Davandein was calm. I’d seen her in a rage, I’d seen her desperate, and I’d seen her make a terrible decision that had cost a lot of innocent people everything they had. But today, at the seat of her power, there was a cool stillness about her.
‘The Lady of Waves ordered it three weeks ago. Shallowgrave has sent the Marble Guard to support us.’
I wasn’t convinced that that was a good thing.

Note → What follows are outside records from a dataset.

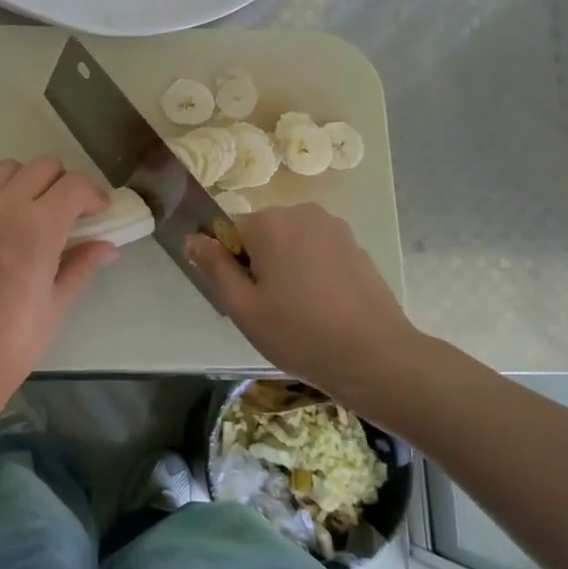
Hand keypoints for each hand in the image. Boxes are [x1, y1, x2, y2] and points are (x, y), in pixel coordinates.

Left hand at [0, 157, 117, 406]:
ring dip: (29, 182)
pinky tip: (0, 223)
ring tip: (33, 213)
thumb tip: (108, 245)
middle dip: (65, 184)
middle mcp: (2, 208)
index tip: (100, 212)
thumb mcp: (58, 304)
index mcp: (37, 229)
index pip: (74, 185)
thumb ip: (83, 265)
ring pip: (8, 169)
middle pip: (43, 167)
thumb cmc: (15, 342)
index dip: (94, 194)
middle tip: (70, 213)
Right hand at [188, 203, 418, 402]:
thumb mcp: (243, 307)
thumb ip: (214, 267)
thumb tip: (193, 238)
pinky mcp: (356, 244)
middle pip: (262, 233)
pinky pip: (317, 250)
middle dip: (259, 263)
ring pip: (291, 241)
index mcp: (269, 222)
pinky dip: (313, 271)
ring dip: (286, 266)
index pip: (229, 231)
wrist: (374, 356)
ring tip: (298, 309)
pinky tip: (323, 306)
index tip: (245, 298)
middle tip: (269, 308)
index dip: (230, 265)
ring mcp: (334, 226)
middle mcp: (301, 212)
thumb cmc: (299, 333)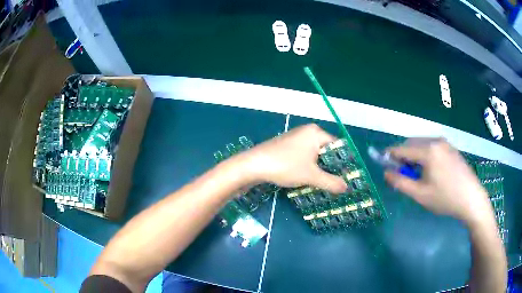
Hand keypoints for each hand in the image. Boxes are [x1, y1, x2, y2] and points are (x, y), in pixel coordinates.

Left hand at [235, 124, 346, 193]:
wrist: (253, 165)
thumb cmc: (285, 166)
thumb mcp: (311, 176)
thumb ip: (331, 182)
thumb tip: (346, 188)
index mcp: (316, 133)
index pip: (338, 146)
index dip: (343, 162)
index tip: (347, 177)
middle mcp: (307, 131)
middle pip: (327, 150)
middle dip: (331, 167)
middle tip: (337, 183)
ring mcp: (296, 138)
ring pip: (315, 154)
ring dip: (320, 168)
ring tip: (325, 183)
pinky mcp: (287, 145)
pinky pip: (304, 155)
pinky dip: (309, 166)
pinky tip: (309, 178)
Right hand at [384, 138, 493, 225]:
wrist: (471, 199)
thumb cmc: (445, 198)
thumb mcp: (420, 195)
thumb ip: (400, 182)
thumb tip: (386, 173)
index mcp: (428, 150)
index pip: (402, 148)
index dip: (390, 155)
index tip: (383, 164)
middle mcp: (436, 140)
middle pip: (412, 144)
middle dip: (403, 157)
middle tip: (403, 174)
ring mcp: (445, 143)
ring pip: (422, 145)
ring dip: (415, 156)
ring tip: (418, 175)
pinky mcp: (451, 148)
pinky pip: (433, 147)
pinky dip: (425, 155)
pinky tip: (431, 171)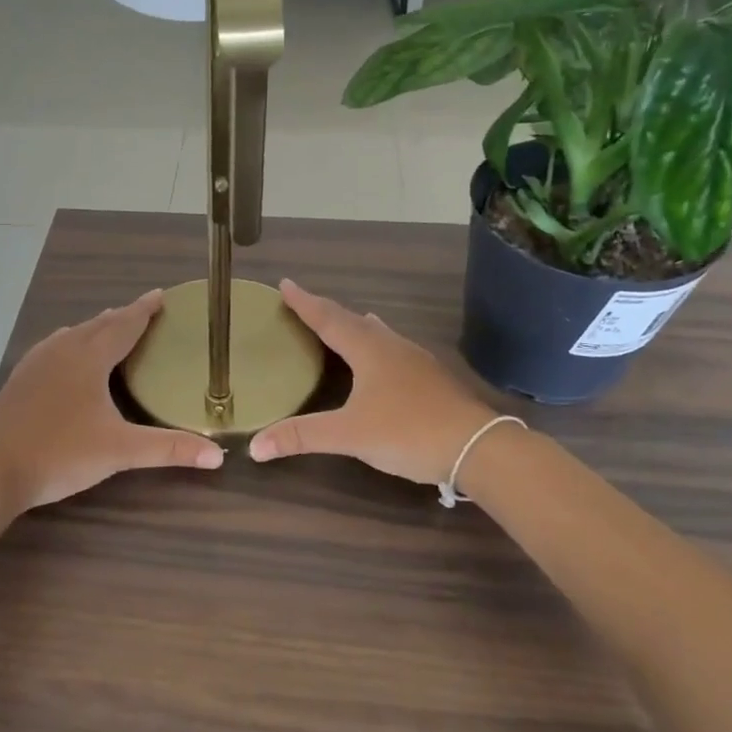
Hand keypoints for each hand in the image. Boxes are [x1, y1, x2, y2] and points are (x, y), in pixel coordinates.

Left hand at [0, 289, 224, 513]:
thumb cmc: (61, 454)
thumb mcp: (120, 451)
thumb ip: (169, 449)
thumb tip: (218, 455)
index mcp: (89, 358)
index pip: (124, 324)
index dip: (144, 310)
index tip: (161, 295)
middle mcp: (62, 350)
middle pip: (99, 324)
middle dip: (123, 316)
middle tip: (145, 312)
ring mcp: (37, 362)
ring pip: (74, 334)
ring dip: (96, 328)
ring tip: (112, 327)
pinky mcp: (21, 378)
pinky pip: (55, 347)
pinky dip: (73, 342)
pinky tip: (69, 355)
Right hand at [250, 280, 494, 485]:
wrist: (477, 447)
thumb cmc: (407, 432)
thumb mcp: (349, 435)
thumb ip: (302, 437)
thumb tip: (254, 447)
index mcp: (368, 350)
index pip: (328, 319)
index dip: (304, 302)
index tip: (285, 284)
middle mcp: (391, 346)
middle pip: (352, 321)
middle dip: (326, 311)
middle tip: (305, 303)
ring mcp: (416, 361)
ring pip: (378, 333)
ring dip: (356, 325)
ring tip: (345, 321)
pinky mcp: (431, 379)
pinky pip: (393, 349)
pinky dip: (376, 344)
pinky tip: (383, 357)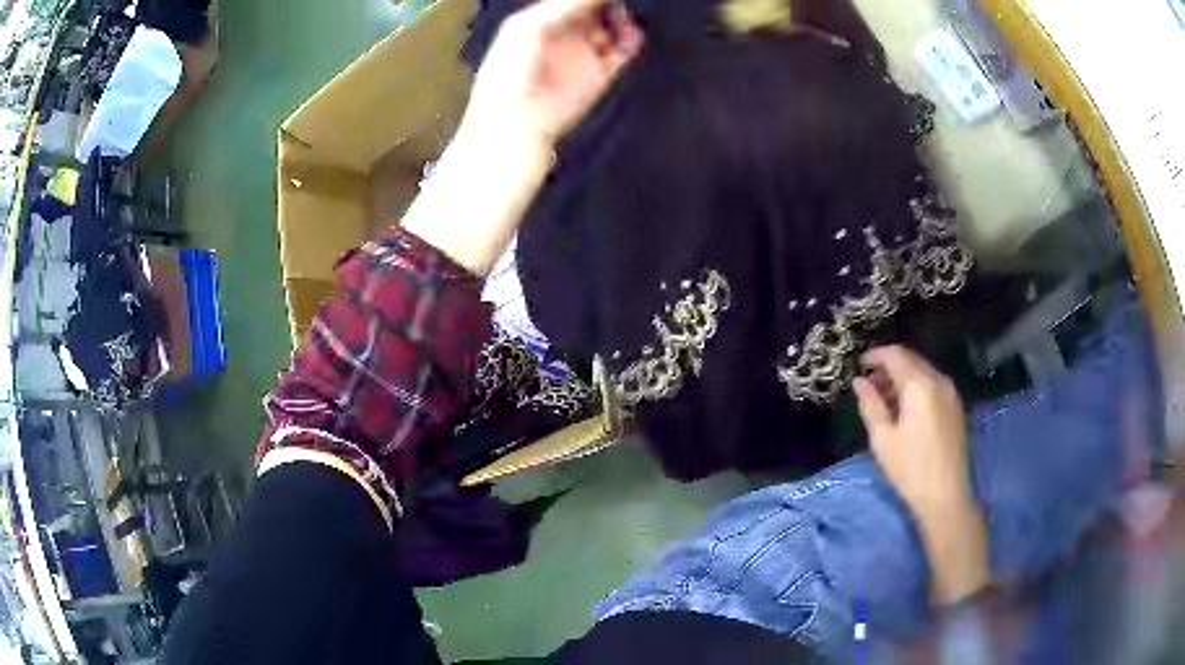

‘You’ve spoken with the Lady directly?’
Davandein took a deep breath.
‘I have. I understand now, Galharrow. I understand what they are, and I know that we don’t have a choice. She gave me a glimpse of what she can see, knowledge carried through the clouds, deposited back into the sea. The Deep Kings have amassed a new army of warriors. A new breed of drudge, stronger, harder. Many thousands of them, drawn from all corners of their empire. But Acradius holds the power of something they call “The Sleeper.” Power beyond anything we’ve seen before.’
Davandein turned to the crenellations and placed her hands on the wall. She stared out across the wasteland, the craters that the Engine had punched into the earth a reminder of the power it had taken to stop them ten years ago.
‘The Engine can’t stop it.’
‘The Lady does not believe so.’
‘I know the plan that the Lady has given you,’ I said. ‘Take the fiend’s heart to Adrogorsk, and empower it during the eclipse. It’s a bold move. But that much phos causes a problem. The backlash paradox means we can’t use it. The more phos you expend, the greater the backlash – it’s how Nall’s Engine works. So what can we use it for?’